Publication year - 1999
Publication title -
journal of leukocyte biology
Language(s) - English
Resource type - Journals
SCImago Journal Rank - 1.819
H-Index - 191
eISSN - 1938-3673
pISSN - 0741-5400
DOI - 10.1002/jlb.65.6.846
Subject(s) - ccr3 , cc chemokine receptors , biology , eosinophil , microbiology and biotechnology , monoclonal antibody , chemokine receptor , chemokine , eotaxin , immunology , antibody , immune system , asthma
Abstract We have generated rat monoclonal antibodies specific for the mouse eotaxin receptor, C‐C chemokine receptor 3 (CCR3).
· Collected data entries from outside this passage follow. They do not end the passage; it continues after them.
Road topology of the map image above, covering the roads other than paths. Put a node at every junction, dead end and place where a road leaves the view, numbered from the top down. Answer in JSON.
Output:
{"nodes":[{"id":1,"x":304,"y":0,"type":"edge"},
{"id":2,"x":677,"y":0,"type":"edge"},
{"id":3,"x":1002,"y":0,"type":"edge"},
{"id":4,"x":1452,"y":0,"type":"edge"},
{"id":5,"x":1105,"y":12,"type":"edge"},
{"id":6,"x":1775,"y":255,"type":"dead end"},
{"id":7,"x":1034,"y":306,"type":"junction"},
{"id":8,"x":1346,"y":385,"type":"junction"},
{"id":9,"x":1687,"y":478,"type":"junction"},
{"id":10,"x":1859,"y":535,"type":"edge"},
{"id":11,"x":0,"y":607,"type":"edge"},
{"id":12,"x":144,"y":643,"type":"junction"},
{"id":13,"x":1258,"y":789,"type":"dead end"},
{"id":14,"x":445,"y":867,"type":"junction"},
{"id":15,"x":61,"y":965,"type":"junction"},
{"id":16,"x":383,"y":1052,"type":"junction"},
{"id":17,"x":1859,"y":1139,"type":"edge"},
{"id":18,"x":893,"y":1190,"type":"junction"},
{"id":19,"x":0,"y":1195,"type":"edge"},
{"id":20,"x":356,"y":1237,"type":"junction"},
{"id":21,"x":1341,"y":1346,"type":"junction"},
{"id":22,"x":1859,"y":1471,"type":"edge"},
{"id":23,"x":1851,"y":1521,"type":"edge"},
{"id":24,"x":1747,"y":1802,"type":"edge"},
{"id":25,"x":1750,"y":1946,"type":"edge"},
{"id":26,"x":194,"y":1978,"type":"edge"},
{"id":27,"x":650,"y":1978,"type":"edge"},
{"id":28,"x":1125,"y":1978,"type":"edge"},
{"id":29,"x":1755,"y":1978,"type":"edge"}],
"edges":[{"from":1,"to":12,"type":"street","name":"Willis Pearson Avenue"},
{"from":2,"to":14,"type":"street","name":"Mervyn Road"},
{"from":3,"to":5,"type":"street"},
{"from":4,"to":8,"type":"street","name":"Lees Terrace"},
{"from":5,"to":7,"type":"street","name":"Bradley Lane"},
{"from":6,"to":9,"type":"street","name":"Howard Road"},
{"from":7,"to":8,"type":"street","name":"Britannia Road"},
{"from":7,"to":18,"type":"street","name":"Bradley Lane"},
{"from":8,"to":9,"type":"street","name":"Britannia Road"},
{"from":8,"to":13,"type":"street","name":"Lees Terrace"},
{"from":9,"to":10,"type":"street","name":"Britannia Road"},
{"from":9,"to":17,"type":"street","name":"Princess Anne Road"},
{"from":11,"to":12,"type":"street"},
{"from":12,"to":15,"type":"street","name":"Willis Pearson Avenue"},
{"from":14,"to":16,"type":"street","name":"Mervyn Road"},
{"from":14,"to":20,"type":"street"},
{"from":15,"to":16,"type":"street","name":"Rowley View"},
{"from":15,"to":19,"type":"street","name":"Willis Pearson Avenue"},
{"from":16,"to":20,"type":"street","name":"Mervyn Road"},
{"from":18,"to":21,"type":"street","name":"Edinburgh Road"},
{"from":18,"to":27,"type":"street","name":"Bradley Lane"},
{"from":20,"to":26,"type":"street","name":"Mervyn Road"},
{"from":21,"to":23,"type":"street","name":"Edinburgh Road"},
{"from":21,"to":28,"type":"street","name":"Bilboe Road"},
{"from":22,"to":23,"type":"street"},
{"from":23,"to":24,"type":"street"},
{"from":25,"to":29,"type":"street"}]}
Several anti‐CCR3 mAbs proved to be useful for in vivo depletion of CCR3‐expressing cells and immunofluorescent staining. In vivo CCR3 mAbs of the IgG2b isotype substantially depleted blood eosinophil levels in Nippostrongyus brasiliensis ‐infected mice. Repeated anti‐CCR3 mAb treatment in these mice significantly reduced tissue eosinophilia in the lung tissue and bronchoalveolar lavage fluid. Flow cytometry revealed that mCCR3 was expressed on eosinophils but not on stem cells, dendritic cells, or cells from the thymus, lymph node, or spleen of normal mice. Unlike human Th2 cells, mouse Th2 cells did not express detectable levels of CCR3 nor did they give a measurable response to eotaxin. None of the mAbs were antagonists or agonists of CCR3 calcium mobilization. To our knowledge, the antibodies described here are the first mAbs reported to be specific for mouse eosinophils and to be readily applicable for the detection, isolation, and in vivo depletion of eosinophils. J. Leukoc. Biol. 65: 846–853; 1999.